TASK INSTRUCTIONS »
Give only the number of lines in the data that include the string "roads".

SUPPLIED RECORDS »
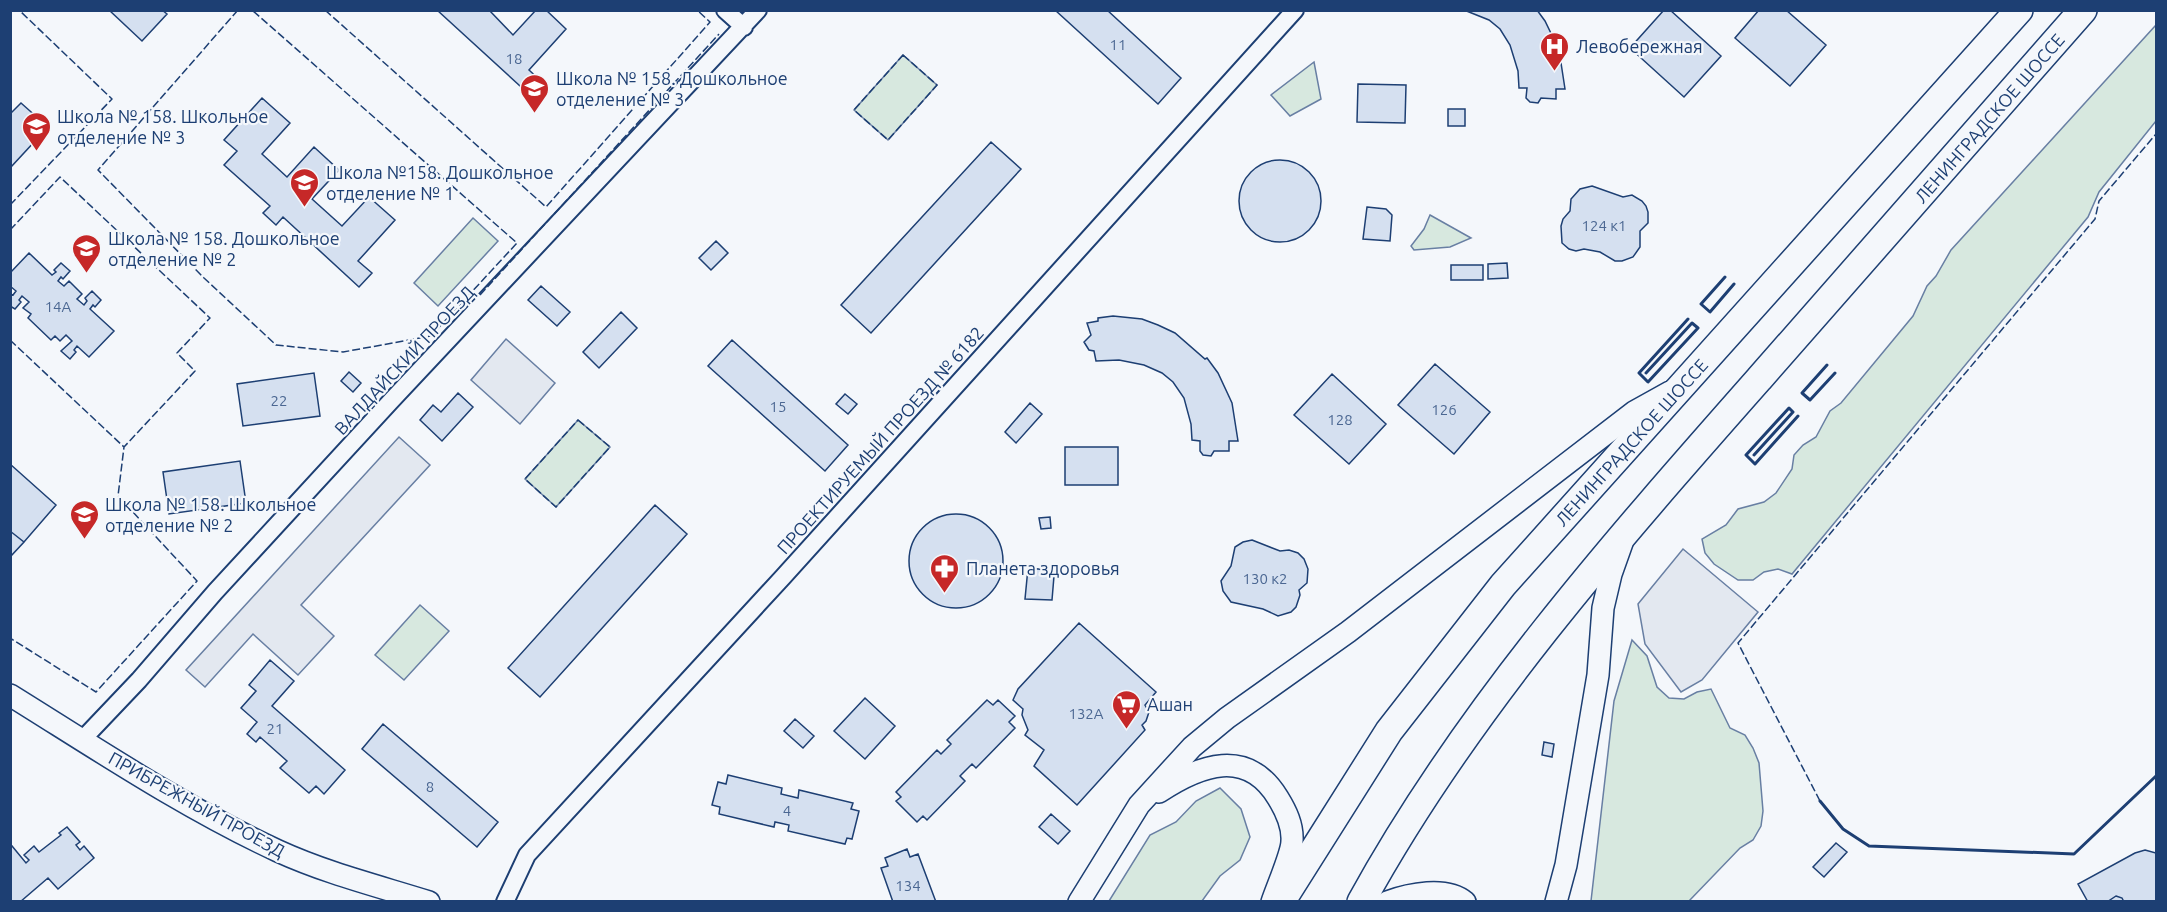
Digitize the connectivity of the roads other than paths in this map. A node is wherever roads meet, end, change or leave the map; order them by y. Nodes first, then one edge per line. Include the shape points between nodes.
1 (724, 10) edge
2 (758, 10) edge
3 (1295, 10) edge
4 (2019, 10) edge
5 (2083, 10) edge
6 (744, 27) junction
7 (1684, 384) junction
8 (1626, 532) junction
9 (10, 695) edge
10 (82, 740) junction
11 (1139, 805) junction
12 (429, 902) edge
13 (505, 902) edge
14 (1079, 902) edge
15 (1272, 902) edge
16 (1281, 902) edge
17 (1361, 902) edge
18 (1387, 902) edge
19 (1466, 902) edge
20 (1556, 902) edge

1 - 6 street
2 - 6 street, ВАЛДАЙСКИЙ ПРОЕЗД
3 - 13 street, ПРОЕКТИРУЕМЫЙ ПРОЕЗД № 6182 via 527,855
4 - 7 main road, ЛЕНИНГРАДСКОЕ ШОССЕ
5 - 8 main road, ЛЕНИНГРАДСКОЕ ШОССЕ
6 - 10 street, ВАЛДАЙСКИЙ ПРОЕЗД via 390,402
7 - 11 street via 1634,412 1348,632 1227,718 1192,747
7 - 16 main road, ЛЕНИНГРАДСКОЕ ШОССЕ via 1503,585 1389,731
8 - 17 main road, ЛЕНИНГРАДСКОЕ ШОССЕ via 1461,743
8 - 20 street via 1604,608 1598,675
9 - 10 street, ПРИБРЕЖНЫЙ ПРОЕЗД
10 - 12 street, ПРИБРЕЖНЫЙ ПРОЕЗД via 173,795 280,852 329,872
11 - 14 street
11 - 15 street via 1176,781 1213,766 1239,766 1258,774 1271,786 1289,818 1292,842
18 - 19 street via 1412,893 1457,894

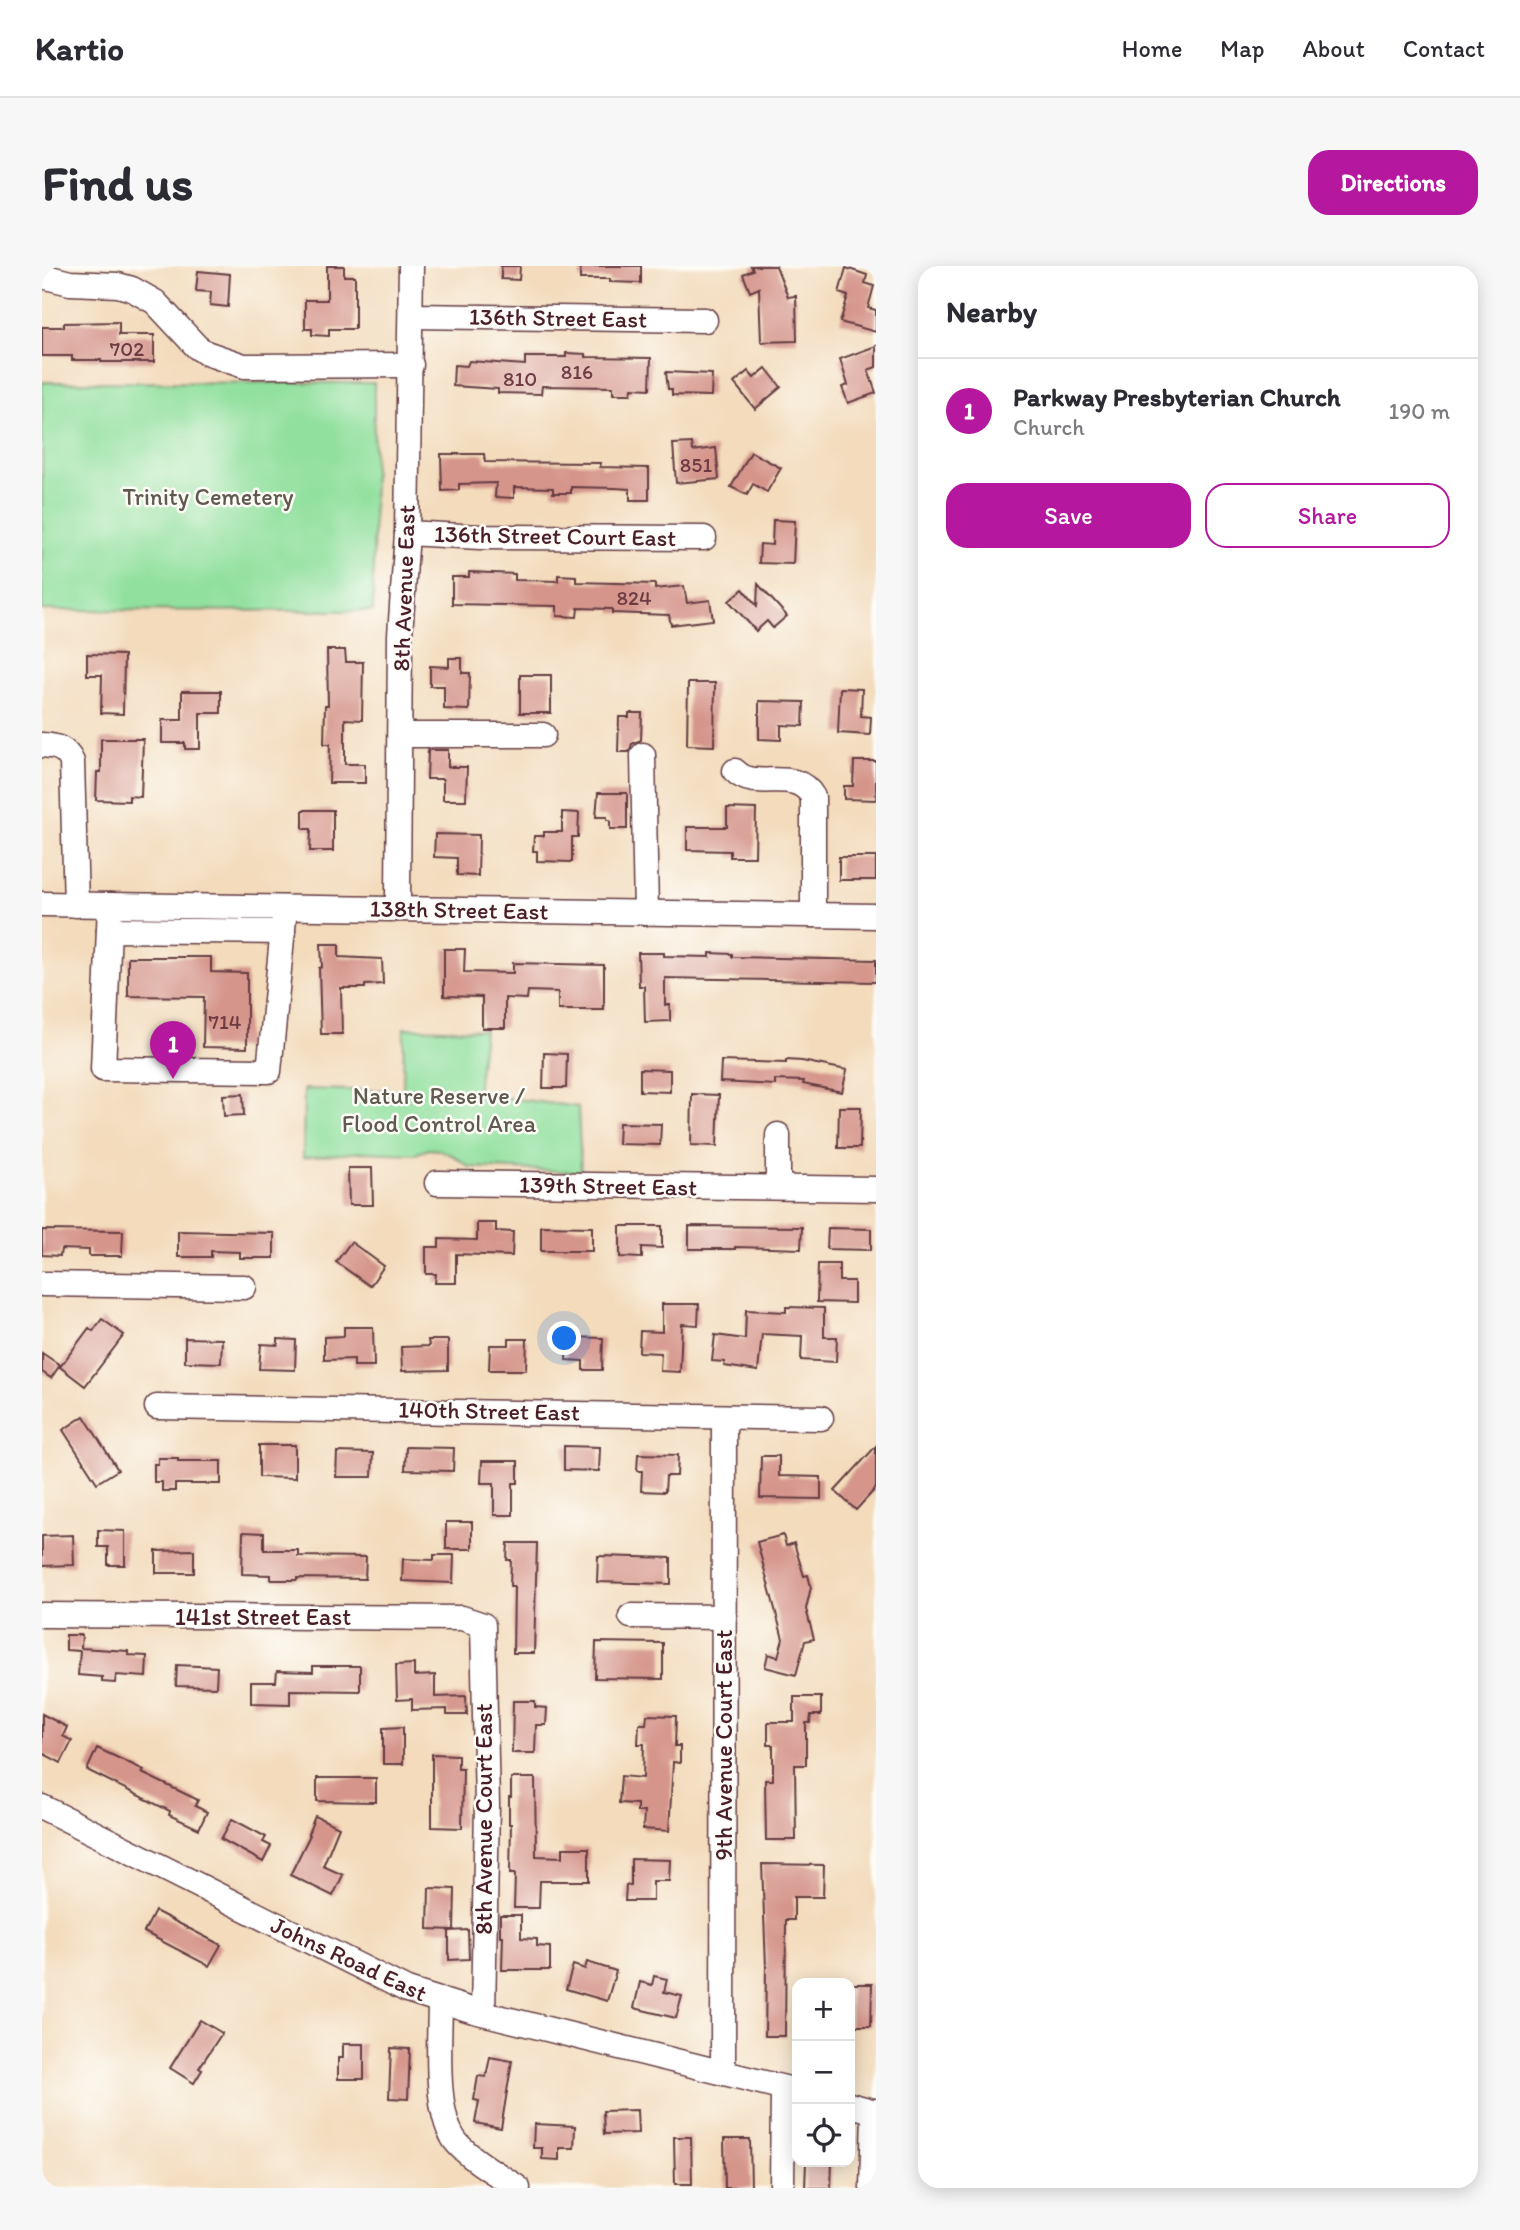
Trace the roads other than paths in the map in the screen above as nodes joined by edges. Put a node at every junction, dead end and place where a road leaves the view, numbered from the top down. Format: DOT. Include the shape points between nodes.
graph roads {
  1 [pos="411,266"];
  2 [pos="42,276"];
  3 [pos="412,316"];
  4 [pos="705,320"];
  5 [pos="411,365"];
  6 [pos="407,533"];
  7 [pos="704,538"];
  8 [pos="400,735"];
  9 [pos="543,735"];
  10 [pos="42,745"];
  11 [pos="643,755"];
  12 [pos="735,771"];
  13 [pos="42,904"];
  14 [pos="76,905"];
  15 [pos="110,905"];
  16 [pos="285,908"];
  17 [pos="396,909"];
  18 [pos="646,912"];
  19 [pos="813,915"];
  20 [pos="876,916"];
  21 [pos="109,930"];
  22 [pos="283,932"];
  23 [pos="778,1135"];
  24 [pos="437,1183"];
  25 [pos="778,1187"];
  26 [pos="876,1189"];
  27 [pos="42,1284"];
  28 [pos="244,1287"];
  29 [pos="156,1407"];
  30 [pos="724,1417"];
  31 [pos="821,1418"];
  32 [pos="42,1615"];
  33 [pos="631,1616"];
  34 [pos="724,1617"];
  35 [pos="482,1625"];
  36 [pos="42,1807"];
  37 [pos="440,2000"];
  38 [pos="483,2013"];
  39 [pos="723,2073"];
  40 [pos="790,2090"];
  41 [pos="855,2106"];
  42 [pos="875,2111"];
  43 [pos="518,2188"];
  44 [pos="782,2188"];
  45 [pos="872,2188"];
  1 -- 3 [label="street, 8th Avenue East"];
  2 -- 5 [label="street" via="132,289 155,302 197,347 244,366"];
  3 -- 4 [label="street, 136th Street East"];
  3 -- 5 [label="street, 8th Avenue East"];
  5 -- 6 [label="street, 8th Avenue East"];
  6 -- 7 [label="street, 136th Street Court East"];
  6 -- 8 [label="street, 8th Avenue East" via="400,613"];
  8 -- 9 [label="street"];
  8 -- 17 [label="street, 8th Avenue East"];
  10 -- 14 [label="street" via="62,748 72,762"];
  11 -- 18 [label="street"];
  12 -- 19 [label="street" via="752,779 794,782 813,797"];
  13 -- 14 [label="street, 138th Street East"];
  14 -- 15 [label="street, 138th Street East"];
  15 -- 16 [label="street, 138th Street East"];
  15 -- 21 [label="street"];
  16 -- 17 [label="street, 138th Street East"];
  16 -- 22 [label="street"];
  17 -- 18 [label="street, 138th Street East"];
  18 -- 19 [label="street, 138th Street East"];
  19 -- 20 [label="street, 138th Street East"];
  21 -- 22 [label="street"];
  21 -- 22 [label="street" via="103,1069 269,1070"];
  23 -- 25 [label="street"];
  24 -- 25 [label="street, 139th Street East"];
  25 -- 26 [label="street, 139th Street East"];
  27 -- 28 [label="street"];
  29 -- 30 [label="street, 140th Street East"];
  30 -- 31 [label="street, 140th Street East"];
  30 -- 34 [label="street, 9th Avenue Court East"];
  32 -- 35 [label="street, 141st Street East" via="462,1618"];
  33 -- 34 [label="street"];
  34 -- 39 [label="street, 9th Avenue Court East"];
  35 -- 38 [label="street, 8th Avenue Court East" via="487,1805"];
  36 -- 37 [label="street, Johns Road East" via="386,1980"];
  37 -- 38 [label="street, Johns Road East"];
  37 -- 43 [label="street" via="442,2108 447,2126 472,2157"];
  38 -- 39 [label="street, Johns Road East"];
  39 -- 40 [label="street, Johns Road East"];
  40 -- 44 [label="street"];
  41 -- 42 [label="street"];
  42 -- 45 [label="street"];
}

RESPONSE TO THE EXERCISE »
3